### REQUIREMENT
Nothing but a number is wanted here: the tally of lines in the material below that include "sans".

### MATERIAL PROVIDED

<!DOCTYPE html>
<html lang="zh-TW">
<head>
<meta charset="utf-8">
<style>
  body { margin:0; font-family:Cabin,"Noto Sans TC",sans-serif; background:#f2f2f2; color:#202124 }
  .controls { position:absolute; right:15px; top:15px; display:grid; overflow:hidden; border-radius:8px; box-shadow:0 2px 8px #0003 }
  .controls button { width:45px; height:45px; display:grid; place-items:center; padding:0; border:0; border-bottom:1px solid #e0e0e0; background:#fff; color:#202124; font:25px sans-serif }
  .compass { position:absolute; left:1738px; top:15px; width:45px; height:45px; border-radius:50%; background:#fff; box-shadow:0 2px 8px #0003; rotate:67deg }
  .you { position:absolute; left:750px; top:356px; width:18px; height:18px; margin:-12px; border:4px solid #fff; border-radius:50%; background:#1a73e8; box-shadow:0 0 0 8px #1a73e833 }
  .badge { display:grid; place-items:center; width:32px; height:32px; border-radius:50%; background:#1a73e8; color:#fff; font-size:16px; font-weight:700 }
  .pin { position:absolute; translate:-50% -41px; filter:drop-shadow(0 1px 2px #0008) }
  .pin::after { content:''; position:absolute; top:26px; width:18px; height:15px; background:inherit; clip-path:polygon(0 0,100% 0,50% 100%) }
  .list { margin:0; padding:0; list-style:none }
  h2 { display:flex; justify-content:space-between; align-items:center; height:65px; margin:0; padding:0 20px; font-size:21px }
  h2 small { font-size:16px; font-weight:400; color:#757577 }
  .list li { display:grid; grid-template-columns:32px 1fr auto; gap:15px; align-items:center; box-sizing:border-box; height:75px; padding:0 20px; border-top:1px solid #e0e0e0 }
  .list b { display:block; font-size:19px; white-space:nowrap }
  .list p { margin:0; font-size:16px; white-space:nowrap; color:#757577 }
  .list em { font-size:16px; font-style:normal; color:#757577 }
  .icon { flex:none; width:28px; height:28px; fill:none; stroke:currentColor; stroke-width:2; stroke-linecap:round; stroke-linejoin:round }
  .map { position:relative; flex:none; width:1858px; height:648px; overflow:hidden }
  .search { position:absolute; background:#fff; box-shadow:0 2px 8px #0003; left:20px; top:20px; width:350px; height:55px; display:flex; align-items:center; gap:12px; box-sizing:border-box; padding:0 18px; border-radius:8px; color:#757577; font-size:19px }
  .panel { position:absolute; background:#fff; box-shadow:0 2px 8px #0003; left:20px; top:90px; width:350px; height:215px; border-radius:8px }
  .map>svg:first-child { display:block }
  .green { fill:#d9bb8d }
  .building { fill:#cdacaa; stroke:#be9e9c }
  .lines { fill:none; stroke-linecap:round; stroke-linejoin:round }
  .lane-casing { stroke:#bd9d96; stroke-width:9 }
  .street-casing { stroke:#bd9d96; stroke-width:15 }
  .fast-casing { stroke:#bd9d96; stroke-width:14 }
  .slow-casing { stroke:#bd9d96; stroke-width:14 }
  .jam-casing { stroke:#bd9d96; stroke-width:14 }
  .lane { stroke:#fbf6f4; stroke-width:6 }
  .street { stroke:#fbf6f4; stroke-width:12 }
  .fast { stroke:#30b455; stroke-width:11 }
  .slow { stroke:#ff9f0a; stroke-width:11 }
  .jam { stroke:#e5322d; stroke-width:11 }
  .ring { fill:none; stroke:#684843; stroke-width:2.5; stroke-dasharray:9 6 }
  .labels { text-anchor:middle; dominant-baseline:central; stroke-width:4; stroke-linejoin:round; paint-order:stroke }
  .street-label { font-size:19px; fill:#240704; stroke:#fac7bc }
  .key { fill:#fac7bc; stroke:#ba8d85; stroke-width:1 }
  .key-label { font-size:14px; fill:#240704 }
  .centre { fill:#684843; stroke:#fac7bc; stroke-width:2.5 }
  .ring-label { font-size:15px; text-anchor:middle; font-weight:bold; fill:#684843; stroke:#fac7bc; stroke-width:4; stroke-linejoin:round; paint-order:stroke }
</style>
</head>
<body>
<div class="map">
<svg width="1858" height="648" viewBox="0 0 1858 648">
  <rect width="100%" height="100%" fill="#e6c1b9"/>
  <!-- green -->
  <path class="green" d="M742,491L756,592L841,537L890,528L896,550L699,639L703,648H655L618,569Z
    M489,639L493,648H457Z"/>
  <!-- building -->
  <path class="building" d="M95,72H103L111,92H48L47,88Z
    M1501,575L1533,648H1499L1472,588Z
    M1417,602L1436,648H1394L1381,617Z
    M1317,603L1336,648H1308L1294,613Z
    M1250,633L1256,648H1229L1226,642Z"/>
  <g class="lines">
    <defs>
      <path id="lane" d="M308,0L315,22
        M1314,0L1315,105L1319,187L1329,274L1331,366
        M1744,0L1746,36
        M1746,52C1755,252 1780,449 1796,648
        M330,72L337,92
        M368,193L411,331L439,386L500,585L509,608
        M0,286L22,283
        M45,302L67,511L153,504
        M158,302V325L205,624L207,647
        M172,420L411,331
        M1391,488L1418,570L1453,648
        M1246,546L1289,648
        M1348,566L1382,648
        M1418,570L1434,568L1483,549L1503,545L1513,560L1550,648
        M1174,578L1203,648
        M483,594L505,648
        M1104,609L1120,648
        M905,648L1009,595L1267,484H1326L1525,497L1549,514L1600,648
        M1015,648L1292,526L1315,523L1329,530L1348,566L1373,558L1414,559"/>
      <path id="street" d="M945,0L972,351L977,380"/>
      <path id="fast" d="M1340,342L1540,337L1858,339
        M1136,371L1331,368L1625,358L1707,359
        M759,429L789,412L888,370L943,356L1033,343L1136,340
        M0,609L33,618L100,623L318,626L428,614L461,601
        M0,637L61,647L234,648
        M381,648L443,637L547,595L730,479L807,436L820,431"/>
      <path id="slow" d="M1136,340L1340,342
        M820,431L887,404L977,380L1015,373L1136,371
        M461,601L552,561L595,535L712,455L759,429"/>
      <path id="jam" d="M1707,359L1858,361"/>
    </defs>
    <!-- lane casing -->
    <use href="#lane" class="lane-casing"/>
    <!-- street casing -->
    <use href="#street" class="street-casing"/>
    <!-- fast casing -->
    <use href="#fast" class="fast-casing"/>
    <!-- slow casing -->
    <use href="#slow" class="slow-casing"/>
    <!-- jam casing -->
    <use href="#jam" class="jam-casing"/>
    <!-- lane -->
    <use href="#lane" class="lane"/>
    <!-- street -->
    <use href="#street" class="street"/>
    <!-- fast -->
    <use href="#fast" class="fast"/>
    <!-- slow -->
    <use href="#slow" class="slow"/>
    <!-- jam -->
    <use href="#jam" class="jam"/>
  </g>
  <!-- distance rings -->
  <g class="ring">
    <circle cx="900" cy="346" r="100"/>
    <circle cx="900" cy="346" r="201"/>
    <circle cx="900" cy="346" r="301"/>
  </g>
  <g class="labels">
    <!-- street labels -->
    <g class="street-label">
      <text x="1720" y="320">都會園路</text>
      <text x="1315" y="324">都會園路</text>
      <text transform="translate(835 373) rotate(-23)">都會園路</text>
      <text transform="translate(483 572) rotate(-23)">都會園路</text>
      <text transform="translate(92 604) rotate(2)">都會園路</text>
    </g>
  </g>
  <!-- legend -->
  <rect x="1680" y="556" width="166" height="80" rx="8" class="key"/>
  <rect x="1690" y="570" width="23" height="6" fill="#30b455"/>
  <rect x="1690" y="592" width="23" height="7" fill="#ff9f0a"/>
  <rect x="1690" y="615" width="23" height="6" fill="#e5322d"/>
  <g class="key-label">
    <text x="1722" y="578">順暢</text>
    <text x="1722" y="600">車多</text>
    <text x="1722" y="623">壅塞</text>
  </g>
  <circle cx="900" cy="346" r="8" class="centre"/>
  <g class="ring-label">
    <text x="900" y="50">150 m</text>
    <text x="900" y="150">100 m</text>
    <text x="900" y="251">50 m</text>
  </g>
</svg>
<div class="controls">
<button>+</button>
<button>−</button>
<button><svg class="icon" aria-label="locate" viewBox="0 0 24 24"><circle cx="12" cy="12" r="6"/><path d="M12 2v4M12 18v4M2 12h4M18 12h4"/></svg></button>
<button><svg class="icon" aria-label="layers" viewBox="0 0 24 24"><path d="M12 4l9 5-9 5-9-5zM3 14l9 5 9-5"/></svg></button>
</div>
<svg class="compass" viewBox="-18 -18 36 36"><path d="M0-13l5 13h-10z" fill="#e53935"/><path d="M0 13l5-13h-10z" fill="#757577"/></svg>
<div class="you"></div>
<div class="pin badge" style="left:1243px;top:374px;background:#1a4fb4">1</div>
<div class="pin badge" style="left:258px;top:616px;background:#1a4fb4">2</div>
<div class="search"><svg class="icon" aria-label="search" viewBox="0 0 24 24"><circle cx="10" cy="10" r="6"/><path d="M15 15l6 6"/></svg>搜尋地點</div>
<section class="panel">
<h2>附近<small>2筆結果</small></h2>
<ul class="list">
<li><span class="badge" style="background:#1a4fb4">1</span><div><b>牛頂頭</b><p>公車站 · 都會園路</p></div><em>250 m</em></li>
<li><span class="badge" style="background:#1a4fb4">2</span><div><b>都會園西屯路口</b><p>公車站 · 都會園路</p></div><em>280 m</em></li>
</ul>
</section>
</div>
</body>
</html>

### SOLUTION BELOW
2